While IaaS clients retain most of the control, they can rely on the CSP to manage physical, infrastructure, network, and virtualization security. If you use your CSP applications in a SaaS model, you are not responsible for the security of the applications. For example, if you use your applications in the cloud as PaaS or IaaS, you are responsible for their security. You are responsible for protecting your data and identities, on-premises resources, and the cloud components you manage (depending on the type of service).
User/Customer Responsibility: Traditional Data Center versus Cloud
In the traditional data center model, you are responsible for securing the entire operating environment, including applications, physical servers, user controls, and even the physical security of buildings. Your operations team must work closely with security professionals to maintain policy-based control over how and when cloud resources are provisioned. By partnering with a cloud service provider and sharing some of the responsibility for security, you can maintain a secure environment with lower operating costs.
By outsourcing responsibilities to a cloud service provider, organizations can achieve greater security, allowing them to reallocate security resources and budget to other business priorities. In the cloud, your provider offers valuable assistance to your teams by taking on many of the operational burdens, including security. Control over the security of your cloud workloads makes your organization more prepared to detect threats and resolve issues quickly.
How to leverage the shared responsibility model for your workloads
Putting the concept of shared security into practice for cloud workloads requires evaluating the details of how these workloads are configured. The key to successfully implementing security in the cloud is understanding where your vendor’s responsibility ends and yours begins. Understanding customer security responsibilities is the first step to protecting your data in the cloud.
In order to fully take into account, the overall responsibility for security, it is necessary to maintain complete transparency of the cloud environment.
In a shared security responsibility model, when you move applications, data, containers, and workloads to the cloud, your security team is responsible for security, and the provider has some, but not much, responsibility.
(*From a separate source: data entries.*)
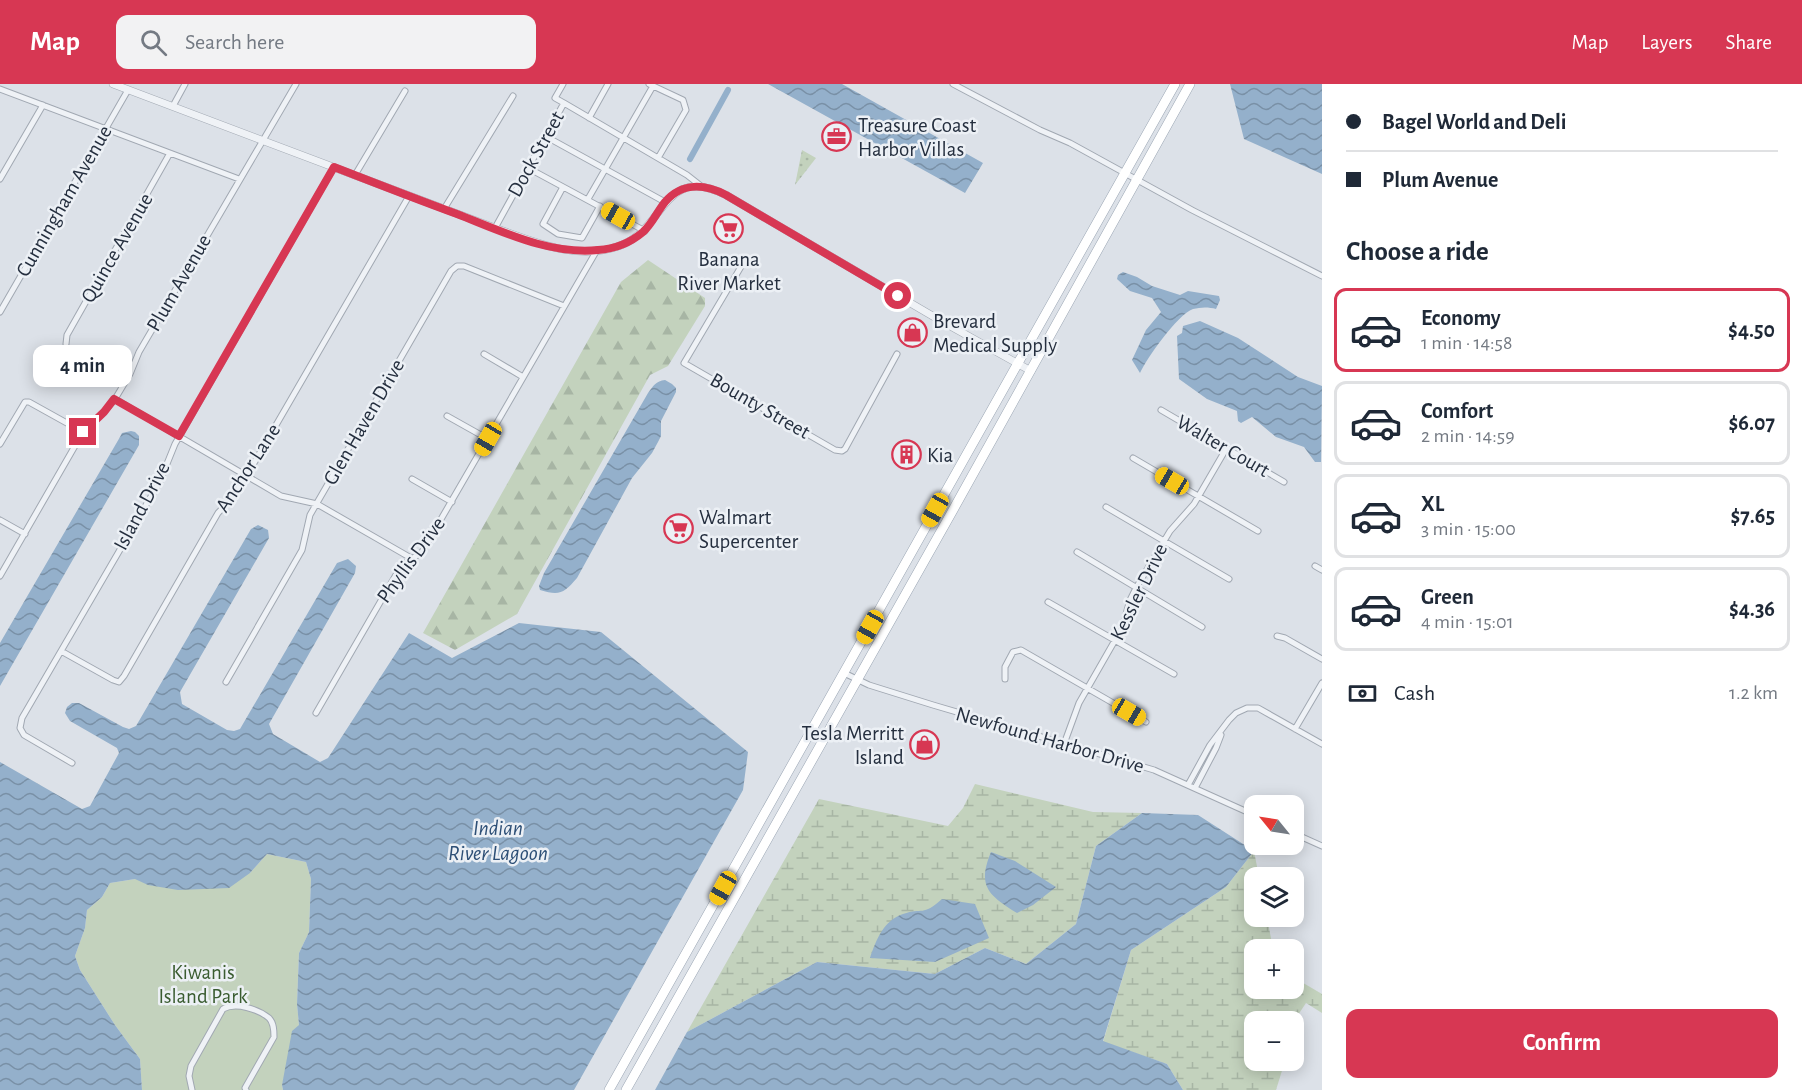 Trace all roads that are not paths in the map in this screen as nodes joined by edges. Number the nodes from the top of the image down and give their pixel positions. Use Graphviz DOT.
graph roads {
  1 [pos="113,84"];
  2 [pos="185,84"];
  3 [pos="296,84"];
  4 [pos="563,84"];
  5 [pos="608,84"];
  6 [pos="953,84"];
  7 [pos="1175,84"];
  8 [pos="1190,84"];
  9 [pos="651,85"];
  10 [pos="0,88"];
  11 [pos="128,90"];
  12 [pos="405,90"];
  13 [pos="513,96"];
  14 [pos="564,103"];
  15 [pos="43,105"];
  16 [pos="173,106"];
  17 [pos="589,118"];
  18 [pos="107,129"];
  19 [pos="545,136"];
  20 [pos="623,138"];
  21 [pos="263,140"];
  22 [pos="171,153"];
  23 [pos="658,158"];
  24 [pos="334,167"];
  25 [pos="528,168"];
  26 [pos="605,169"];
  27 [pos="1125,173"];
  28 [pos="355,175"];
  29 [pos="0,179"];
  30 [pos="239,179"];
  31 [pos="1137,179"];
  32 [pos="701,186"];
  33 [pos="563,187"];
  34 [pos="409,196"];
  35 [pos="588,200"];
  36 [pos="665,202"];
  37 [pos="600,206"];
  38 [pos="444,209"];
  39 [pos="495,228"];
  40 [pos="645,231"];
  41 [pos="597,250"];
  42 [pos="742,265"];
  43 [pos="1322,276"];
  44 [pos="564,306"];
  45 [pos="0,312"];
  46 [pos="66,344"];
  47 [pos="484,354"];
  48 [pos="897,354"];
  49 [pos="1017,363"];
  50 [pos="1031,371"];
  51 [pos="523,377"];
  52 [pos="114,399"];
  53 [pos="1161,410"];
  54 [pos="447,416"];
  55 [pos="83,432"];
  56 [pos="179,436"];
  57 [pos="488,439"];
  58 [pos="0,444"];
  59 [pos="1226,449"];
  60 [pos="1133,458"];
  61 [pos="247,475"];
  62 [pos="412,479"];
  63 [pos="1284,482"];
  64 [pos="1199,497"];
  65 [pos="452,502"];
  66 [pos="317,504"];
  67 [pos="1106,507"];
  68 [pos="0,520"];
  69 [pos="1258,531"];
  70 [pos="25,534"];
  71 [pos="1163,540"];
  72 [pos="1077,552"];
  73 [pos="411,558"];
  74 [pos="1315,567"];
  75 [pos="1322,570"];
  76 [pos="0,576"];
  77 [pos="1229,579"];
  78 [pos="1136,588"];
  79 [pos="1048,602"];
  80 [pos="1202,627"];
  81 [pos="1277,636"];
  82 [pos="1115,641"];
  83 [pos="61,651"];
  84 [pos="1322,659"];
  85 [pos="844,673"];
  86 [pos="1174,674"];
  87 [pos="1005,679"];
  88 [pos="857,680"];
  89 [pos="226,682"];
  90 [pos="1322,683"];
  91 [pos="1088,688"];
  92 [pos="316,713"];
  93 [pos="1146,722"];
  94 [pos="1295,729"];
  95 [pos="1222,731"];
  96 [pos="1064,744"];
  97 [pos="1322,744"];
  98 [pos="72,763"];
  99 [pos="1188,785"];
  100 [pos="1195,788"];
  101 [pos="1244,810"];
  102 [pos="1304,838"];
  103 [pos="1322,846"];
  104 [pos="192,1090"];
  105 [pos="246,1090"];
  106 [pos="609,1090"];
  107 [pos="626,1090"];
  1 -- 11 [label="street"];
  2 -- 16 [label="street"];
  3 -- 21 [label="street, Plum Avenue"];
  4 -- 14 [label="street, Dock Street"];
  5 -- 17 [label="street"];
  6 -- 27 [label="street"];
  7 -- 27 [label="main road"];
  8 -- 31 [label="main road"];
  9 -- 20 [label="street"];
  9 -- 23 [label="street"];
  10 -- 15 [label="street"];
  11 -- 16 [label="street"];
  11 -- 18 [label="street, Cunningham Avenue"];
  12 -- 28 [label="street"];
  13 -- 38 [label="street"];
  14 -- 17 [label="street"];
  14 -- 19 [label="street, Dock Street"];
  15 -- 18 [label="street"];
  15 -- 29 [label="street"];
  16 -- 21 [label="street"];
  17 -- 20 [label="street"];
  18 -- 22 [label="street"];
  18 -- 45 [label="street, Cunningham Avenue"];
  19 -- 25 [label="street, Dock Street"];
  19 -- 26 [label="street"];
  20 -- 23 [label="street"];
  20 -- 26 [label="street"];
  21 -- 24 [label="street"];
  21 -- 30 [label="street, Plum Avenue"];
  22 -- 30 [label="street"];
  22 -- 46 [label="street, Quince Avenue"];
  23 -- 32 [label="street"];
  24 -- 28 [label="street"];
  24 -- 56 [label="street, Island Drive"];
  25 -- 33 [label="street"];
  25 -- 39 [label="street, Dock Street"];
  26 -- 35 [label="street"];
  26 -- 36 [label="street"];
  27 -- 31 [label="street"];
  27 -- 49 [label="main road"];
  28 -- 34 [label="street"];
  30 -- 52 [label="street, Plum Avenue"];
  31 -- 43 [label="street"];
  31 -- 50 [label="main road"];
  32 -- 36 [label="street"];
  32 -- 49 [label="street"];
  33 -- 35 [label="street"];
  33 -- 37 [label="street"];
  34 -- 38 [label="street"];
  34 -- 61 [label="street, Anchor Lane"];
  35 -- 37 [label="street"];
  36 -- 40 [label="street"];
  37 -- 40 [label="street"];
  38 -- 39 [label="street"];
  39 -- 41 [label="street"];
  40 -- 41 [label="street"];
  41 -- 44 [label="street, Phyllis Drive"];
  42 -- 48 [label="street, Bounty Street"];
  44 -- 51 [label="street, Phyllis Drive"];
  44 -- 66 [label="street, Glen Haven Drive"];
  47 -- 51 [label="street"];
  49 -- 50 [label="street"];
  49 -- 85 [label="main road"];
  50 -- 88 [label="main road"];
  51 -- 57 [label="street, Phyllis Drive"];
  52 -- 55 [label="street, Plum Avenue"];
  52 -- 56 [label="street"];
  53 -- 59 [label="street, Walter Court"];
  54 -- 57 [label="street"];
  55 -- 58 [label="street"];
  55 -- 70 [label="street, Plum Avenue"];
  56 -- 61 [label="street"];
  56 -- 83 [label="street, Island Drive"];
  57 -- 65 [label="street, Phyllis Drive"];
  59 -- 63 [label="street, Walter Court"];
  59 -- 64 [label="street, Kessler Drive"];
  60 -- 64 [label="street"];
  61 -- 66 [label="street"];
  61 -- 83 [label="street, Anchor Lane"];
  62 -- 65 [label="street"];
  64 -- 69 [label="street"];
  64 -- 71 [label="street, Kessler Drive"];
  65 -- 73 [label="street, Phyllis Drive"];
  66 -- 73 [label="street"];
  66 -- 89 [label="street, Glen Haven Drive"];
  67 -- 71 [label="street"];
  68 -- 70 [label="street"];
  70 -- 76 [label="street, Plum Avenue"];
  71 -- 77 [label="street"];
  71 -- 78 [label="street, Kessler Drive"];
  72 -- 78 [label="street"];
  73 -- 92 [label="street, Phyllis Drive"];
  74 -- 75 [label="street"];
  78 -- 80 [label="street"];
  78 -- 82 [label="street, Kessler Drive"];
  79 -- 82 [label="street"];
  81 -- 84 [label="street"];
  82 -- 86 [label="street"];
  82 -- 91 [label="street, Kessler Drive"];
  83 -- 98 [label="street, Island Drive"];
  85 -- 88 [label="street, Newfound Harbor Drive"];
  85 -- 106 [label="main road"];
  87 -- 91 [label="street"];
  88 -- 96 [label="street, Newfound Harbor Drive"];
  88 -- 107 [label="main road"];
  90 -- 94 [label="street"];
  91 -- 93 [label="street"];
  91 -- 96 [label="street, Kessler Drive"];
  94 -- 95 [label="street"];
  94 -- 97 [label="street"];
  95 -- 99 [label="street"];
  95 -- 100 [label="street"];
  96 -- 99 [label="street, Newfound Harbor Drive"];
  99 -- 100 [label="street, Newfound Harbor Drive"];
  100 -- 101 [label="street, Newfound Harbor Drive"];
  102 -- 103 [label="street"];
  104 -- 105 [label="street"];
}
When it comes to “shared responsibility,” it’s important to understand that you and your cloud service provider will never share responsibility for any aspect of your security operations. Additionally, you remain responsible for securing everything in your organization that connects to the cloud, including the on-premises infrastructure stack and user devices, your own network and applications, and the communication layer connecting internal and external users.
Essentially, your cloud provider is responsible for ensuring that your infrastructure built on its platform is secure and reliable from the outset. But in either model, you need to take an active role in your cloud deployment, setting up your CSP security controls and monitoring your cloud solution to ensure your data is protected.
In the case of IaaS, the CSP is typically responsible for protecting the physical aspects of managing the infrastructure, while the customer is responsible for protecting the configuration and internal operation of the provisioned cloud resources. Under IaaS, the cloud service provider is solely responsible for the physical resources and shares responsibility for infrastructure and host network security with the customer; everything else is the responsibility of the customer.